Значит, единица из двух единиц.
И это бесспорный исторический факт, что «Дерзкий» и «Гневный» вдвоем загнали «Бреслау» обратно в Босфор, будучи даже вместе слабее противника; они попеременно атаковали с разных сторон, заставляя крейсер подставлять один из своих бортов, а между направлениями с него на эсминцы было около четверти картушки. А сколько раз при несении дозора, когда скисало радио у головного, донесение в базу давал концевой, приняв его по семафору. И, наконец, сколько раз в случае подрыва на мине одного эсминца («Орфей», «Забияка» и пр.) другой приводил его на буксире или, в худшем случае, подбирал людей. Подобных случаев очень много, так же как случаев расплаты за то, что в море высылался один миноносец.
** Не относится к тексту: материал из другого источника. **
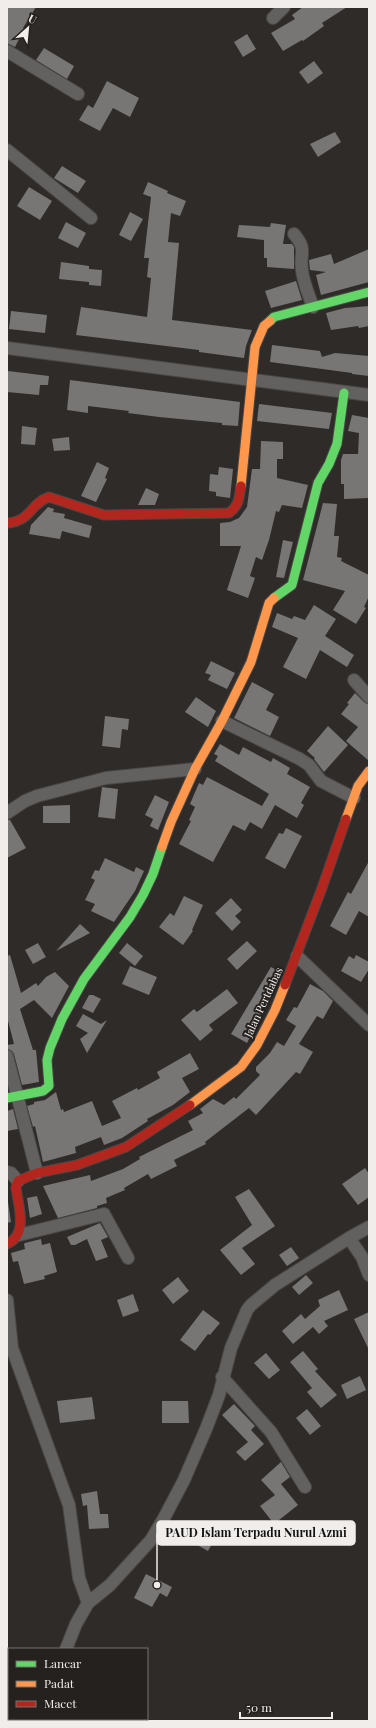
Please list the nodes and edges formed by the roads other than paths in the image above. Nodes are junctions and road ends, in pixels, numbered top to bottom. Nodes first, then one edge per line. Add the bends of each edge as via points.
1 (284, 7) edge
2 (273, 18) dead end
3 (7, 51) edge
4 (78, 94) dead end
5 (7, 150) edge
6 (91, 218) dead end
7 (294, 234) dead end
8 (369, 292) edge
9 (313, 307) junction
10 (7, 348) edge
11 (252, 380) junction
12 (344, 393) junction
13 (369, 395) edge
14 (7, 523) edge
15 (354, 680) dead end
16 (369, 697) edge
17 (222, 721) junction
18 (195, 769) junction
19 (369, 771) edge
20 (354, 798) junction
21 (7, 813) edge
22 (297, 956) junction
23 (369, 1025) edge
24 (7, 1056) edge
25 (12, 1097) edge
26 (7, 1172) edge
27 (37, 1173) junction
28 (18, 1181) junction
29 (369, 1227) edge
30 (19, 1234) junction
31 (349, 1238) junction
32 (7, 1244) edge
33 (128, 1258) dead end
34 (369, 1275) edge
35 (7, 1300) edge
36 (222, 1378) junction
37 (305, 1487) dead end
38 (88, 1604) junction
39 (66, 1648) edge

1 - 2 street
3 - 4 street
5 - 6 street
7 - 9 street via 303,249 302,271
8 - 9 street
9 - 11 street via 274,317 264,326 254,347
10 - 11 street
11 - 12 street
11 - 14 street via 239,502 230,513 104,515 49,497 43,499 23,521
12 - 13 street
12 - 17 street via 337,444 318,483 292,586 277,594 269,603 251,662
15 - 16 street
17 - 18 street
17 - 20 street via 300,759 309,765 322,781
18 - 21 street via 106,778 37,796 24,801
18 - 25 street via 143,895 84,980 62,1019 47,1060 49,1086 43,1091
19 - 20 street, Jalan Pertdabas via 358,786
20 - 22 street, Jalan Pertdabas
22 - 23 street
22 - 27 street, Jalan Pertdabas via 275,1010 257,1045 241,1067 126,1147 77,1165
24 - 25 street
25 - 27 street
26 - 28 street
27 - 28 street, Jalan Pertdabas
28 - 30 street via 16,1187
29 - 31 street
30 - 32 street
30 - 33 street via 104,1214
31 - 34 street via 362,1257
31 - 36 street via 275,1285 251,1305 231,1348
35 - 38 street via 12,1348 69,1505 79,1578
36 - 37 street via 271,1432
36 - 38 street via 219,1395 184,1480 151,1540 110,1585
38 - 39 street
И все же после совместного плавания исключительно приятно иногда побегать одному.
Почему?
Во- первых, потому, что нет начальства на мостике. Просторнее. Никто не подтягивает по мелочам; можно делать все что угодно.
Во- вторых, не надо поддерживать заданное число оборотов (эскадренный ход), не надо следить за строем, чтобы не налететь на корму головного, не надо никого предупреждать о поворотах и т.д. и т.п., то есть не испытывать большого напряжения.
И вот «Деятельный» один идет на север. Война не кончена. Чечень еще не взят. Где-то бродят белогвардейские корабли. Поэтому вся служба несется по-боевому: усиленное наблюдение, полное затемнение.
Последовательно увеличиваем ход с тем, чтобы выиграть побольше времени на док. Однако старые винты протестуют, а новые (как бы распластанные на корме), несмотря на найтовы и маты, принимают серьезное участие в общем концерте дребезжащих и стучащих от вибрации металлических частей корпуса и вооружения.
Больше четырнадцати с половиной узлов не получается. И без того на корме можно объясняться только жестами, а при повышении числа оборотов более ста двадцати, помимо «дрожемента» в ногах, начинают щелкать челюсти и можно прикусить язык {63}. Но страшно не за целость языка, а за целость кронштейнов.